Extreme points of a set (space) of PSD matrices

Question

Let us consider the set of all $n$-by-$n$ PSD matrices (i.e. those $A$ satisfying $x^*Ax \geq 0$ $\forall x\in\mathbb{C}^n$) with equal diagonal elements ($A_{ii}=d$, $\forall i=1,2,\cdots,n$), which, to my understanding forms a vector space over $\mathbb{R}$ of dimension $n^2-n+1$ (or convex subset of $\mathbb{R}^{n^2-n+1}$). I was wondering about the extreme points of this set.
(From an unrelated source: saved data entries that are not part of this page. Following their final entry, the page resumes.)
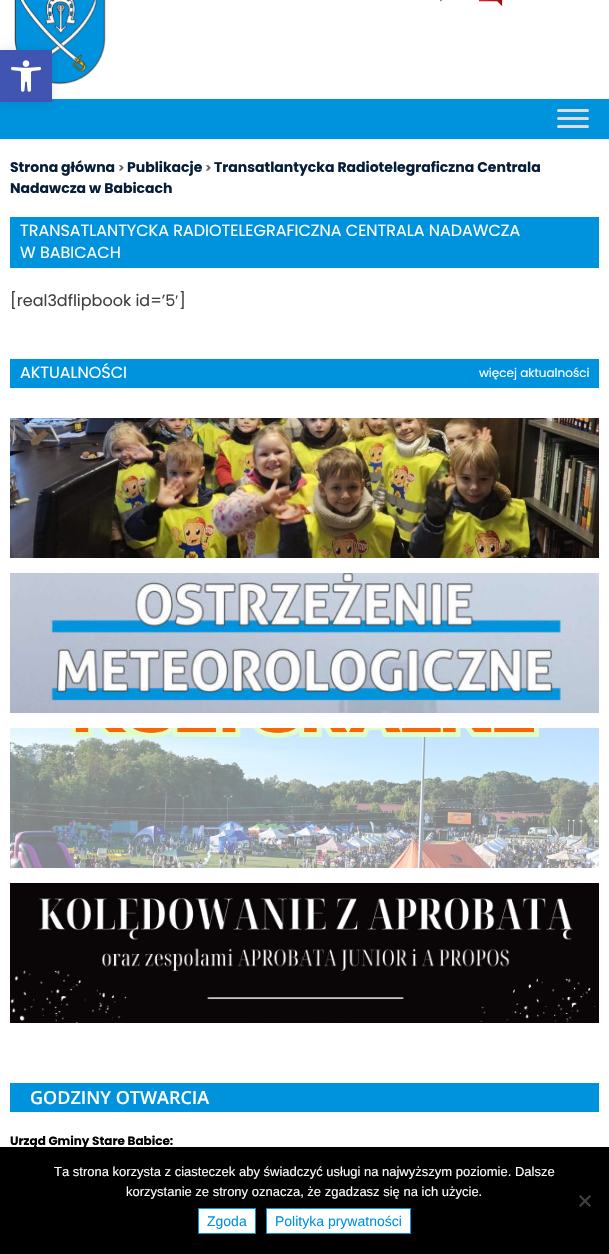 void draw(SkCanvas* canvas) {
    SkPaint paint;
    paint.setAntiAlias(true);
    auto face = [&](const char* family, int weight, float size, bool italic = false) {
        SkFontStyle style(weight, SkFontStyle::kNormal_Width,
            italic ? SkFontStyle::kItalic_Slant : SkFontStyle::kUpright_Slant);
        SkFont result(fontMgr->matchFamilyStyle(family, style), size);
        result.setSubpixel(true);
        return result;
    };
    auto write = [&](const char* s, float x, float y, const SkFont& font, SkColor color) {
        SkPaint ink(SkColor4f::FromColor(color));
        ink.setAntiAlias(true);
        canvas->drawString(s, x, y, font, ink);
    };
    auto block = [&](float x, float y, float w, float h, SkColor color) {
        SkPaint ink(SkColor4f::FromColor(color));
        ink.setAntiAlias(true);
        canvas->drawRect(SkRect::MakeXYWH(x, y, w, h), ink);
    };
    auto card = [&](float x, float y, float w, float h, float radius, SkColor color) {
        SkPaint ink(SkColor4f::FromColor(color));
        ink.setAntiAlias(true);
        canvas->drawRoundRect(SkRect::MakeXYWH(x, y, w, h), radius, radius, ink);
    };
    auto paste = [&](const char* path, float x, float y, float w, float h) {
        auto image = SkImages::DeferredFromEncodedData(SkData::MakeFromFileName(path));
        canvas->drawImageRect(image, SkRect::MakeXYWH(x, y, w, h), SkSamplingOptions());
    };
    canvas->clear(SK_ColorWHITE);
    paste("pic2.png", 14, 0, 92, 85);
    block(0, 99, 609, 40, SkColorSetRGB(0, 147, 221));
    paint.setColor(SkColorSetARGB(26, 0, 0, 0));
    paint.setMaskFilter(SkMaskFilter::MakeBlur(kNormal_SkBlurStyle, 5));
    canvas->drawRect(SkRect::MakeXYWH(0, 50, 52, 52), paint);
    paint.setMaskFilter(nullptr);
    block(0, 50, 52, 52, SkColorSetRGB(64, 84, 178));
    paste("pic1.png", 11, 60, 30, 32);
    paste("pic3.png", 436, 0, 6, 2);
    paste("pic4.png", 479, 0, 24, 6);
    card(557, 109, 32, 3, 1.5f, SkColorSetRGB(221, 221, 221));
    card(557, 117, 32, 3, 1.5f, SkColorSetRGB(221, 221, 221));
    card(557, 125, 32, 3, 1.5f, SkColorSetRGB(221, 221, 221));
    auto kFont1 = face("Poppins", 700, 14);
    write("Strona główna", 10, 172, kFont1, SkColorSetRGB(6, 30, 58));
    auto kFont2 = face("Poppins", 700, 12);
    write(">", 118, 172, kFont2, SkColorSetRGB(105, 105, 105));
    write("Publikacje", 127, 172, kFont1, SkColorSetRGB(6, 30, 58));
    write(">", 205, 172, kFont2, SkColorSetRGB(105, 105, 105));
    write("Transatlantycka Radiotelegraficzna Centrala", 214, 172, kFont1, SkColorSetRGB(6, 30, 58));
    write("Nadawcza w Babicach", 10, 193, kFont1, SkColorSetRGB(6, 30, 58));
    block(10, 217, 589, 51, SkColorSetRGB(0, 147, 221));
    auto kFont3 = face("Poppins", 400, 16);
    write("TRANSATLANTYCKA RADIOTELEGRAFICZNA CENTRALA NADAWCZA", 20, 236, kFont3, SkColorSetRGB(254, 254, 254));
    write("W BABICACH", 20, 258, kFont3, SkColorSetRGB(254, 254, 254));
    write("[real3dflipbook id=’5", 10, 306, kFont3, SkColorSetRGB(64, 64, 64));
    auto kFont4 = face("Liberation Serif", 400, 16);
    write("′", 175, 306, kFont4, SkColorSetRGB(64, 64, 64));
    write("]", 179, 306, kFont3, SkColorSetRGB(64, 64, 64));
    block(10, 359, 589, 29, SkColorSetRGB(0, 147, 221));
    write("AKTUALNOŚCI", 20, 378, kFont3, SkColorSetRGB(254, 254, 254));
    auto kFont5 = face("Poppins", 400, 12);
    write("więcej aktualności", 479, 377, kFont5, SkColorSetRGB(254, 254, 254));
    paste("pic5.png", 10, 418, 589, 140);
    paste("pic6.png", 10, 573, 589, 140);
    paste("pic7.png", 10, 728, 589, 140);
    paste("pic8.png", 10, 883, 589, 140);
    block(10, 1083, 589, 29, SkColorSetRGB(0, 147, 221));
    auto kFont6 = face("Open Sans", 600, 18);
    write("GODZINY OTWARCIA", 30, 1104, kFont6, SkColorSetRGB(254, 254, 254));
    write("Urząd Gminy Stare Babice:", 10, 1145, kFont2, SK_ColorBLACK);
    block(0, 1147, 609, 107, SK_ColorBLACK);
    auto kFont7 = face("Liberation Sans", 400, 13);
    write("Ta strona korzysta z ciasteczek aby świadczyć usługi na najwyższym poziomie. Dalsze", 54, 1176, kFont7, SkColorSetRGB(254, 254, 254));
    write("korzystanie ze strony oznacza, że zgadzasz się na ich użycie.", 126, 1196, kFont7, SkColorSetRGB(254, 254, 254));
    paint.setColor(SkColorSetRGB(64, 64, 64));
    canvas->drawPath(SkPathBuilder().moveTo(589.5f, 1195).lineTo(591, 1196.5f).lineTo(580.5f, 1207).lineTo(579, 1205.5f).close().detach(), paint);
    canvas->drawPath(SkPathBuilder().moveTo(579, 1196.5f).lineTo(580.5f, 1195).lineTo(591, 1205.5f).lineTo(589.5f, 1207).close().detach(), paint);
    paint.setColor(SK_ColorWHITE);
    canvas->drawRect(SkRect::MakeXYWH(198.5f, 1208.5f, 57, 25), paint);
    paint.setStyle(SkPaint::kStroke_Style);
    paint.setStrokeWidth(1);
    paint.setColor(SkColorSetRGB(0, 147, 221));
    canvas->drawRect(SkRect::MakeXYWH(198.5f, 1208.5f, 57, 25), paint);
    auto kFont8 = face("Liberation Sans", 400, 14);
    write("Zgoda", 207, 1226, kFont8, SkColorSetRGB(0, 147, 221));
    paint.setStyle(SkPaint::kFill_Style);
    paint.setColor(SK_ColorWHITE);
    canvas->drawRect(SkRect::MakeXYWH(266.5f, 1208.5f, 144, 25), paint);
    paint.setStyle(SkPaint::kStroke_Style);
    paint.setColor(SkColorSetRGB(0, 147, 221));
    canvas->drawRect(SkRect::MakeXYWH(266.5f, 1208.5f, 144, 25), paint);
    write("Polityka prywatności", 275, 1226, kFont8, SkColorSetRGB(0, 147, 221));
}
I am looking actually for a possible decomposition of any such non-zero $A$ in terms of these extreme points.

Answer 1

If you meant that $d$ is not fixed, then the only extreme point is the zero matrix. The set is

$$C=\{X \in \mathbb{C}^{n\times n}: C\geq 0, \; \exists\; d\in \mathbb{C}: \;C_{ii}=d, i=1,\ldots,n. \}$$ This is a convex cone. Since it is contained in the cone of PSD matrices, it is also pointed, i.e, $C\cap (-C)={0}.$ The only extreme point of a convex pointed cone is $0.$ To see this, assume $X\neq 0.$ then

$$X= \frac{\frac{1}{2}X +\frac{3}{2}X}{2}.$$ Since $\frac{1}{2}X$ and $\frac{3}{2}X$ belong to $C,$ this means that $X$ it is not an extreme point.